Размер шрифта
-
+

Мемуарески - стр. 7

Людмила была девушка особенная. Она была похожа на голливудскую звезду эпохи немого кино: изящная брюнеточка, с короткой стрижкой, правильными чертами лица, скорее мелкими, чем крупными, обворожительной улыбкой и себе на уме. Свое отношение к советской власти она никогда открыто не выражала. Но ее система ценностей кардинально отличалась от ориентиров на беззаветное служение идеалам коммунизма. Она считала своими неотъемлемыми правами:

• веру в Бога,

• привычку ходить в церковь, святить куличи на Пасху и праздновать Рождество и старый Новый год,

• желание нравиться мужчинам,

• пристрастие к балету,

• любовь к деньгам,

• следование моде.


Людмила умела носить брюки, открытые босоножки, туфли на платформе и чулки с выворотным швом или черной пяткой.

Поэтому она стремилась одновременно достичь нескольких амбициозных целей: стать знаменитой балериной, иметь успех у всех красивых блондинов в Москве и в мире и удачно выйти замуж.


Людмила Лесевицкая


Как ни странно, это ей почти удалось. Правда, в смысле балета она всего лишь пробилась в ансамбль Моисеева и однажды даже пригласила меня на концерт, где танцевала в энной паре и энном ряду справа или слева (не помню). Но в балете она хорошо разбиралась и предпочитала всем хореографам Барышникова и Голейзовского. И я буду по гроб жизни благодарна ей за то, что она повела меня в зал Чайковского и я увидела Нарцисса в исполнении молодого Васильева. Я видела этот танец собственными глазами и до сих пор не могу забыть испытанного тогда потрясения.

Что касается блондинов, то они были всегда. Когда мне было два года и мы с Лесевицкими снимали дачу под Москвой, один из них так торопился на свидание к Милке (ей было тогда пятнадцать), что чуть не сшиб меня велосипедом. После войны тоже приходил к нам в двадцать седьмую квартиру один смазливый блондин, и он тоже мне совсем не нравился. Дело в том, что у Милки в то время появился серьезный поклонник, пожилой, лысоватый, бородатый, пузатый дирижер, он разгуливал по квартире в одних трусах и страшно долго занимал общий телефон. Вот поговорит он по телефону, наденет брюки, очки и шляпу и идет на работу, в консерваторию. Милка его провожает, обнимает и целует и закрывает за ним входную дверь. А через пять минут открывает ту же дверь смазливому блондину. Я за это презирала и Милу, и блондина, а дирижера считала дураком. А мама перед этим пузатым дураком преклонялась. Потому что знала, какой у него слух, и гений, и педагогический талант. Дурой-то оказалась я, а Мила – умницей. Потому что она вышла за своего толстяка, переехала в роскошную отдельную квартиру, завела роскошного пса-боксера по кличке Мамай и однажды повела меня с собой в продуктовый магазин и демонстративно накупила там съестного на такую сумму, которую ни мама, ни отец не заработали бы за год.
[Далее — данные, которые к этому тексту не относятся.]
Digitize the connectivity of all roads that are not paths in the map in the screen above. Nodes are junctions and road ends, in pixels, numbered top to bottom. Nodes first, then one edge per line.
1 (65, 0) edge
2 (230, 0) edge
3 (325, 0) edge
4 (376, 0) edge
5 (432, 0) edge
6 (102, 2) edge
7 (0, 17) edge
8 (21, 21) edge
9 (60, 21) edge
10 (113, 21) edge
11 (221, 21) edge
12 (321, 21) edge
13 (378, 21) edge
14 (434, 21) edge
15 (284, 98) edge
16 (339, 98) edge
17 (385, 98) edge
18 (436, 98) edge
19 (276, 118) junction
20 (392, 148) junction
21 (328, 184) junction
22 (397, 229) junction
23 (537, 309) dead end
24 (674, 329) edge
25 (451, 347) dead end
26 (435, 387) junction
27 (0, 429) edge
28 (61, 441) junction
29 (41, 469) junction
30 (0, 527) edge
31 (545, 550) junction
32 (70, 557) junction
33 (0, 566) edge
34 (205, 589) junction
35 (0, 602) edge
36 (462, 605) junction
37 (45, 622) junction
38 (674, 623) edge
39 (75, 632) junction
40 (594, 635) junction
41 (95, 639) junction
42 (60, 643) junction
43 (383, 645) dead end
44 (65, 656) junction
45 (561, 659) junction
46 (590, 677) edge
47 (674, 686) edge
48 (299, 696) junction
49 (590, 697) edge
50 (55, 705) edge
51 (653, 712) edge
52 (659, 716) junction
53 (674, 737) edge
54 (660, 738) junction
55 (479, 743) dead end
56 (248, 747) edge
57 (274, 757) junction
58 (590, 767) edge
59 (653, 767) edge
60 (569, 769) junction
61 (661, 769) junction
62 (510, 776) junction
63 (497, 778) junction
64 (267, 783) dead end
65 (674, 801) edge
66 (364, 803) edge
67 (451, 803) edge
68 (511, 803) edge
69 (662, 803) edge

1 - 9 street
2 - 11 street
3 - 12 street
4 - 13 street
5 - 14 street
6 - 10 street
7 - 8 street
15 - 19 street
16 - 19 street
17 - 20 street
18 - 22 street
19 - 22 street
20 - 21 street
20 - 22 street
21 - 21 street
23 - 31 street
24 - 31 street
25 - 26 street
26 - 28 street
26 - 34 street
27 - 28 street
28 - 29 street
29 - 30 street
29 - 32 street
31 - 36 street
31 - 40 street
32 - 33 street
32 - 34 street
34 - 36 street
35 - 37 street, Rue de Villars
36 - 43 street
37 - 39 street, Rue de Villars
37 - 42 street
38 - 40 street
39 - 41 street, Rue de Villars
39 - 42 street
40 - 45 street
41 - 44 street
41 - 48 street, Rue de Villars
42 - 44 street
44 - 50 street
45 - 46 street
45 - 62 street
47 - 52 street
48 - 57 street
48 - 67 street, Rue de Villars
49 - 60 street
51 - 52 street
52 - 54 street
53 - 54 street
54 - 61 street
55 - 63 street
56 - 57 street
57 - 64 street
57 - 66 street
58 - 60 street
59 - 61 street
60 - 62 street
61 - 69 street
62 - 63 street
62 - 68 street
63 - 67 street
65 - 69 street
Знай наших!

А я окончила университет, осталась в комнате одна (мои все переехали) и долго оставалась в одиноких шестидесятницах, пока не нашла себе мужа без кола без двора, но благородных кровей и с богатым лагерным прошлым.

Мила переехала, Анна Борисовна померла, а в квартиру 27 вернулся с Колымы Коля. Вместе с Колей в комнате Лесевицких поселилась Лиза. И я наконец облегченно вздохнула. Потому что теперь бывших каторжников в квартире оказалось трое: Колик, Лизик и мой муж Фред. И самодержавная власть мачехи моего отца, ее стукача-зятя и ее дочери пошатнулась. Все они боялись Лизика. Лизик в свое время ограбила инкассаторскую машину, убила инкассатора, села, загремела в штрафбат, прошла войну и угодила на Колыму, где и познакомилась с Коликом. Отмотав срок, Лизик и Колик сохранили лагерные привычки к труду и спиртному. Колик серебрил крестики в мастерской при патриархии, а Лизик водила такси и сотрудничала с милицией. И хотя она вечно жевала чай, это, похоже, не мешало ей занимать первые места на каких-то престижных гоночных соревнованиях таксистов. Больше всего на свете она, как и я, не любила проституток.